Middleton noted that further study is warranted on responses to selumetinib (AZD6244/ARRY-142886; AstraZeneca, Array BioPharma, Merck) with docetaxel among patients with NF1 mutations. Although the researchers halted recruitment to vistusertib (AZD2014, AstraZeneca) at interim for LKB1 single mutation, continuation is warranted to evaluate durable clinical benefit among patients with LKB1/KRAS double mutations.
“What does this all mean for patients with smoking-related cancers, particularly squamous cell cancers?” Middleton said. “We’ve got to think again about what we do for patients with squamous cell lung cancer. I don’t think we can copy the paradigm of single agents going for oncogene addictions. That’s not going to work.”

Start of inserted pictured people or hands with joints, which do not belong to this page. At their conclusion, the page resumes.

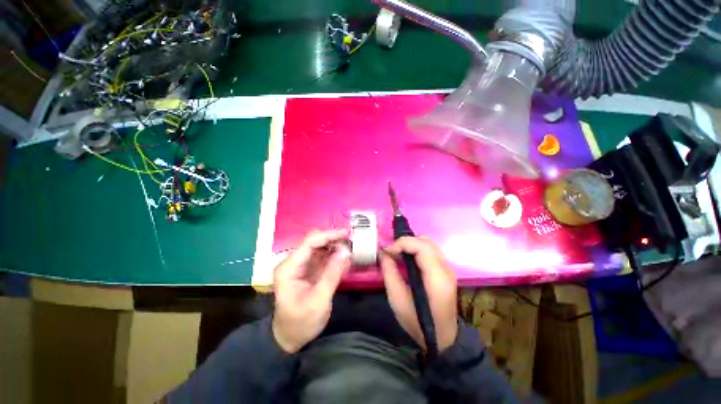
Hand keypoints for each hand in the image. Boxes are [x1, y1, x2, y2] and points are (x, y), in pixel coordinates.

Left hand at [272, 229, 350, 352]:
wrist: (288, 338)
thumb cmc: (301, 323)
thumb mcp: (319, 301)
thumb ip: (332, 274)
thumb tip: (346, 251)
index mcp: (289, 268)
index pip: (309, 243)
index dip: (329, 235)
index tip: (347, 234)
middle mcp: (293, 262)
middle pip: (313, 241)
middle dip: (333, 239)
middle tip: (351, 243)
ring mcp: (300, 265)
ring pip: (319, 246)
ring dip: (334, 245)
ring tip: (350, 248)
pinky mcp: (308, 269)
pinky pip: (322, 256)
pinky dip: (333, 254)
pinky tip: (344, 257)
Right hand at [380, 236, 457, 352]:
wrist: (443, 338)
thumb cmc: (418, 322)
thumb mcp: (397, 300)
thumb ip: (390, 273)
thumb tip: (383, 253)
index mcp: (436, 277)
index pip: (421, 246)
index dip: (402, 243)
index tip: (387, 251)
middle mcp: (446, 268)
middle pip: (426, 241)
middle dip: (406, 242)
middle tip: (391, 252)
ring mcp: (448, 268)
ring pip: (429, 243)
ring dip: (411, 244)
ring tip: (398, 254)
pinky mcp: (446, 270)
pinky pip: (430, 250)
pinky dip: (417, 249)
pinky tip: (408, 259)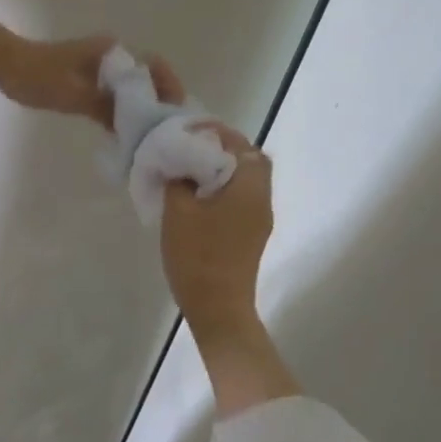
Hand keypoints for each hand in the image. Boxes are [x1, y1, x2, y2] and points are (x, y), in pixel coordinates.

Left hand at [0, 33, 183, 129]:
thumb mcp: (74, 96)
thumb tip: (138, 127)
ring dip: (142, 109)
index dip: (169, 87)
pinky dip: (123, 110)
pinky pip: (115, 95)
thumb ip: (108, 109)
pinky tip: (127, 132)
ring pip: (132, 89)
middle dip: (160, 102)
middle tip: (167, 132)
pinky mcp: (88, 79)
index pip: (154, 66)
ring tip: (152, 136)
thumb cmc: (37, 76)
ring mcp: (100, 67)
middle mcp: (111, 55)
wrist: (4, 64)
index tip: (175, 112)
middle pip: (147, 78)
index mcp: (112, 51)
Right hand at [159, 125, 273, 343]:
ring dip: (222, 169)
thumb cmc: (198, 255)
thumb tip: (179, 163)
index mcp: (249, 188)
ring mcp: (260, 219)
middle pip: (250, 161)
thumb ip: (178, 179)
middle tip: (191, 147)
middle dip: (223, 149)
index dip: (218, 133)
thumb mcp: (178, 210)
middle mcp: (262, 199)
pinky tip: (197, 195)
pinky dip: (223, 187)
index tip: (190, 132)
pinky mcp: (252, 235)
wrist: (218, 309)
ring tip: (190, 169)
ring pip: (246, 180)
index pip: (243, 146)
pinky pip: (241, 198)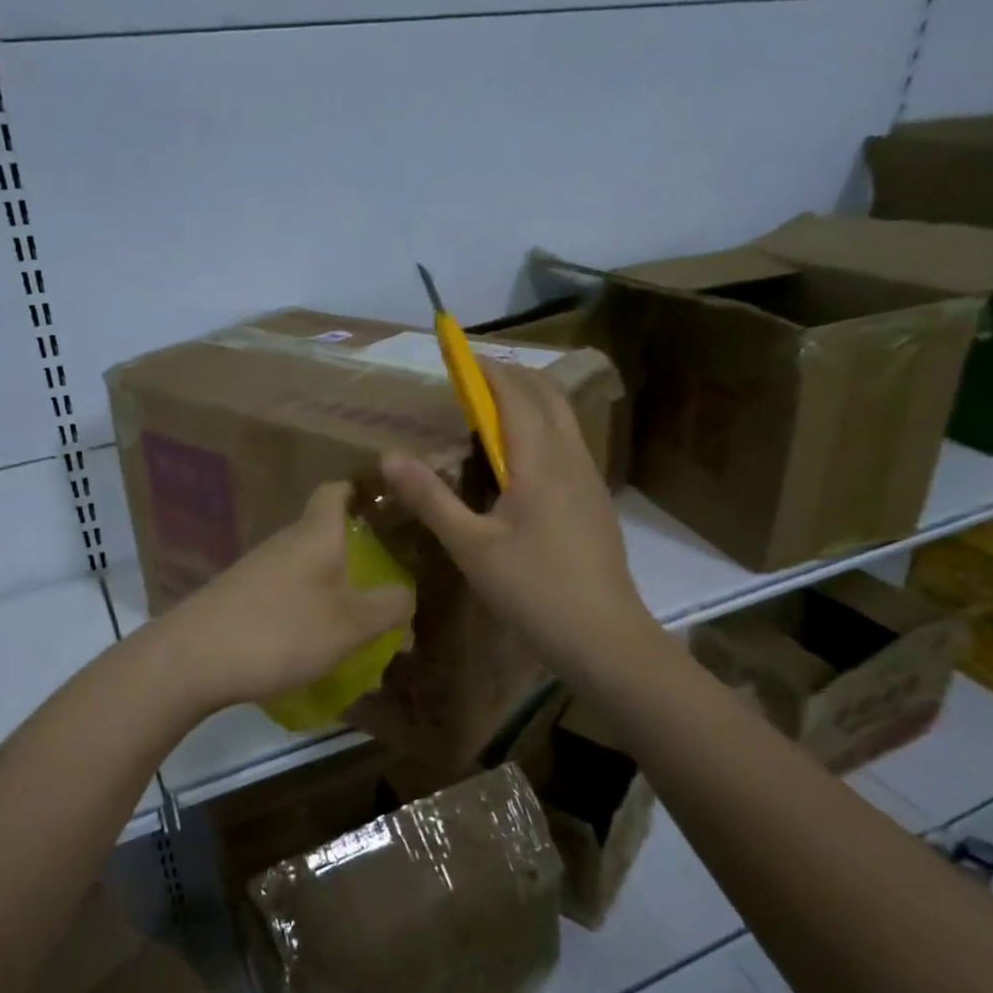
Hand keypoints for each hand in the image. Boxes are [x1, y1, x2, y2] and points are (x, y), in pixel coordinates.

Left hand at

Middleton cited a whole-study subgroup analysis of patients according to histology and smoking status. Results showed never-smokers had an ORR of 28%, whereas smokers with 10 pack-years or less had an ORR of 17%, those with 10 to 30 pack-years had ORR of 7%, and smokers with more than 30 pack-years had an ORR of 10%.
Middleton said although there may be a good target in patients with squamous cell lung cancer, it may be necessary to shift the focus away from single-agent treatments and genomic aberrations as activators.
“We need to start thinking about the target perhaps independent of genomic aberrations activating the particular molecule and start thinking about rational combinations,” he said. “Even though we might have a good target, we have to also accept that smoking-related lung cancer is very different from breast cancer; it is very genomically complex, very unstable, and there’s an ongoing evolution of oncogene redundancy and lots of resistance.” – by Jennifer Byrne
Middleton G, et al. Abstract PL02.09. Presented at: International Association for the Study of Lung Cancer World Conference on Lung Cancer; Sept 7-10, 2019; Barcelona.
Disclosures: Middleton reports pharmaceutical industry partnerships with AstraZeneca, Mirati and Pfizer. Please see the abstract for all other authors’ relevant financial disclosures.